*DATA TO PROCESS*:
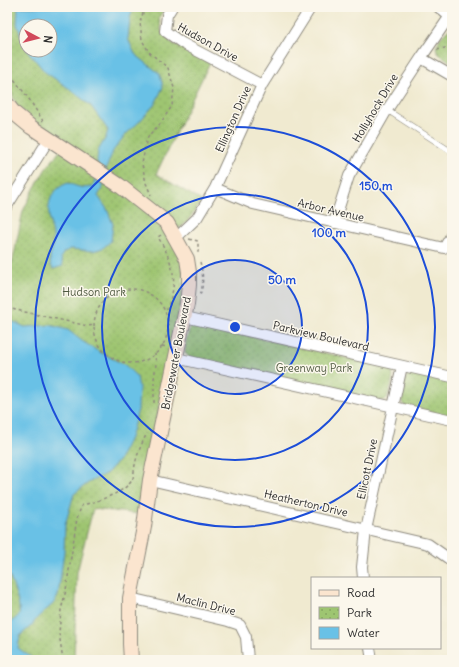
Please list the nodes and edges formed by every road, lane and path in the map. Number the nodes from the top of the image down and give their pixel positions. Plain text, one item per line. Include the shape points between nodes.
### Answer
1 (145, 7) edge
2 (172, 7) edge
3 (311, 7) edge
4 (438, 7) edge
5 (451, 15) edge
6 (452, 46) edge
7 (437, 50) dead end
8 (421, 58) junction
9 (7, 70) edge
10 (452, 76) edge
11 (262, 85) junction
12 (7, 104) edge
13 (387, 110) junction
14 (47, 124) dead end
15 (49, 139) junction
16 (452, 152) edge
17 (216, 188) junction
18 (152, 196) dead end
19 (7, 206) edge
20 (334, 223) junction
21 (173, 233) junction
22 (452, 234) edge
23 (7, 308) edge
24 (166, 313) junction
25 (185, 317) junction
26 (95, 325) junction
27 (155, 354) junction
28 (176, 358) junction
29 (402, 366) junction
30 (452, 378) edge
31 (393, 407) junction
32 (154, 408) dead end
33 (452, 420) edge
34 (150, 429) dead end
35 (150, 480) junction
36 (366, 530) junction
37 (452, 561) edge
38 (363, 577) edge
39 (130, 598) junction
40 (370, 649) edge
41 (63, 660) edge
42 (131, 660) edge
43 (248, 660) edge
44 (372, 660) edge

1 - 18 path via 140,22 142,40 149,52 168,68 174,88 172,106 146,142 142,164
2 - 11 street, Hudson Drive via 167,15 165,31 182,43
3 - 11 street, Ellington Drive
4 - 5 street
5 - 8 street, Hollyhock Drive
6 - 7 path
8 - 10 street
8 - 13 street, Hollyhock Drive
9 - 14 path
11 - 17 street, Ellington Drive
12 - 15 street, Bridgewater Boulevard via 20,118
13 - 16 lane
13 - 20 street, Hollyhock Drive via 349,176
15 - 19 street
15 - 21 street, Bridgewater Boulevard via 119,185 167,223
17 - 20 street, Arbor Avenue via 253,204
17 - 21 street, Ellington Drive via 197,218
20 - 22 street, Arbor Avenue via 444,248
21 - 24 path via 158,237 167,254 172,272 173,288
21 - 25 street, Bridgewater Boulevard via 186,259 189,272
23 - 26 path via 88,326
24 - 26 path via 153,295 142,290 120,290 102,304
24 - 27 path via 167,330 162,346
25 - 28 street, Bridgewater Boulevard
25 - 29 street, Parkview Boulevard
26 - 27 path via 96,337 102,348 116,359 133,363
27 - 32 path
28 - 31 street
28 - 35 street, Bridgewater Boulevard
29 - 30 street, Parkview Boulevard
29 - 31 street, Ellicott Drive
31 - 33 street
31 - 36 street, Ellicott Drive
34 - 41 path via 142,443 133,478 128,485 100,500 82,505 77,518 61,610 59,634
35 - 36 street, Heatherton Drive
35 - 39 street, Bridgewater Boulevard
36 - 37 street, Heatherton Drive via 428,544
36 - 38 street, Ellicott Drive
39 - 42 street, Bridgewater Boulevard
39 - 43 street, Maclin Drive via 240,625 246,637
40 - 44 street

*PROBLEM TO WORK ON*: Would you reproduce each line of the material exactly, omitting the images?

*ANSWER SECTION*:
Please list the nodes and edges formed by every road, lane and path in the map. Number the nodes from the top of the image down and give their pixel positions. Plain text, one item per line. Include the shape points between nodes.
### Answer
1 (145, 7) edge
2 (172, 7) edge
3 (311, 7) edge
4 (438, 7) edge
5 (451, 15) edge
6 (452, 46) edge
7 (437, 50) dead end
8 (421, 58) junction
9 (7, 70) edge
10 (452, 76) edge
11 (262, 85) junction
12 (7, 104) edge
13 (387, 110) junction
14 (47, 124) dead end
15 (49, 139) junction
16 (452, 152) edge
17 (216, 188) junction
18 (152, 196) dead end
19 (7, 206) edge
20 (334, 223) junction
21 (173, 233) junction
22 (452, 234) edge
23 (7, 308) edge
24 (166, 313) junction
25 (185, 317) junction
26 (95, 325) junction
27 (155, 354) junction
28 (176, 358) junction
29 (402, 366) junction
30 (452, 378) edge
31 (393, 407) junction
32 (154, 408) dead end
33 (452, 420) edge
34 (150, 429) dead end
35 (150, 480) junction
36 (366, 530) junction
37 (452, 561) edge
38 (363, 577) edge
39 (130, 598) junction
40 (370, 649) edge
41 (63, 660) edge
42 (131, 660) edge
43 (248, 660) edge
44 (372, 660) edge

1 - 18 path via 140,22 142,40 149,52 168,68 174,88 172,106 146,142 142,164
2 - 11 street, Hudson Drive via 167,15 165,31 182,43
3 - 11 street, Ellington Drive
4 - 5 street
5 - 8 street, Hollyhock Drive
6 - 7 path
8 - 10 street
8 - 13 street, Hollyhock Drive
9 - 14 path
11 - 17 street, Ellington Drive
12 - 15 street, Bridgewater Boulevard via 20,118
13 - 16 lane
13 - 20 street, Hollyhock Drive via 349,176
15 - 19 street
15 - 21 street, Bridgewater Boulevard via 119,185 167,223
17 - 20 street, Arbor Avenue via 253,204
17 - 21 street, Ellington Drive via 197,218
20 - 22 street, Arbor Avenue via 444,248
21 - 24 path via 158,237 167,254 172,272 173,288
21 - 25 street, Bridgewater Boulevard via 186,259 189,272
23 - 26 path via 88,326
24 - 26 path via 153,295 142,290 120,290 102,304
24 - 27 path via 167,330 162,346
25 - 28 street, Bridgewater Boulevard
25 - 29 street, Parkview Boulevard
26 - 27 path via 96,337 102,348 116,359 133,363
27 - 32 path
28 - 31 street
28 - 35 street, Bridgewater Boulevard
29 - 30 street, Parkview Boulevard
29 - 31 street, Ellicott Drive
31 - 33 street
31 - 36 street, Ellicott Drive
34 - 41 path via 142,443 133,478 128,485 100,500 82,505 77,518 61,610 59,634
35 - 36 street, Heatherton Drive
35 - 39 street, Bridgewater Boulevard
36 - 37 street, Heatherton Drive via 428,544
36 - 38 street, Ellicott Drive
39 - 42 street, Bridgewater Boulevard
39 - 43 street, Maclin Drive via 240,625 246,637
40 - 44 street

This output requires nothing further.